Scialatielli or scialatelli (/it/), also known as sciliatielli or scivatieddi, is a short, thick pasta with a rectangular cross section and an irregular, slightly curved shape. It is typical of modern Campanian cuisine, having originated on the Amalfi Coast as a chef's specialty, but it has also spread to nearby areas such as Catanzaro, Calabria, and Potenza, Basilicata.

A scialatelli dough is formed with milk and eggs and flavoured with parmesan. Depending on the sauce the pasta will be eaten with, either basil or parsley leaves are added—parsley for seafood or zucchini, and basil for eggplant. The resulting pasta is chewy, described by food writer Arthur Schwartz as "a cross between pasta and gnocchi".

Scialatelli is among the most recently invented pastas. The chef Enrico Cosentino devised the shape in the late 1960s in his native Amalfi while working in a local restaurant, and it gained recognition in 1978, when he won the Entremétier prize in an international culinary contest. Schwartz reports he was informed by Amalfitani chefs that when scialatelli was unknown outside the coast and only made in homes, it was primarily served with either sauteed zucchini and onions, or eggplant fried with garlic, moistened before serving with pasta water. By the 1990s, scialatelli was more often served with a seafood sauce.

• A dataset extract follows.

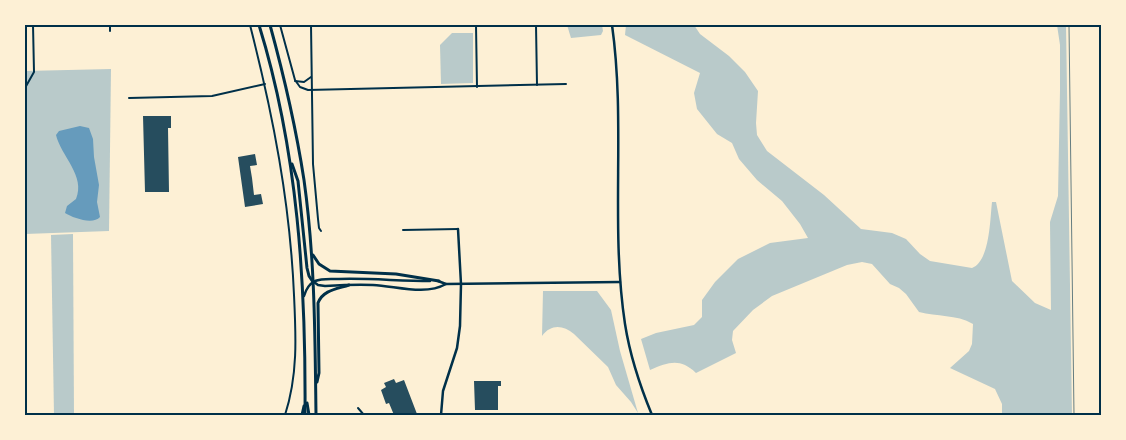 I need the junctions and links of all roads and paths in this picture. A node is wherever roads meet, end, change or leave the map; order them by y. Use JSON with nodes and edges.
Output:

Scialatiello (singular for scialatielli) may come from Neapolitan scigliatiello or sciliatiello, a derivative of the verb sciglià ('to ruffle'), and it roughly translates to "ruffled": scialatelli look like "ruffled" strips of pasta when set in a dish, as each strip has a slightly irregular shape after being hand-made and cut with a kitchen knife. Another theory is that it comes from Neapolitan scialà ('to enjoy' or 'to spend a lot') and tiella ('pan').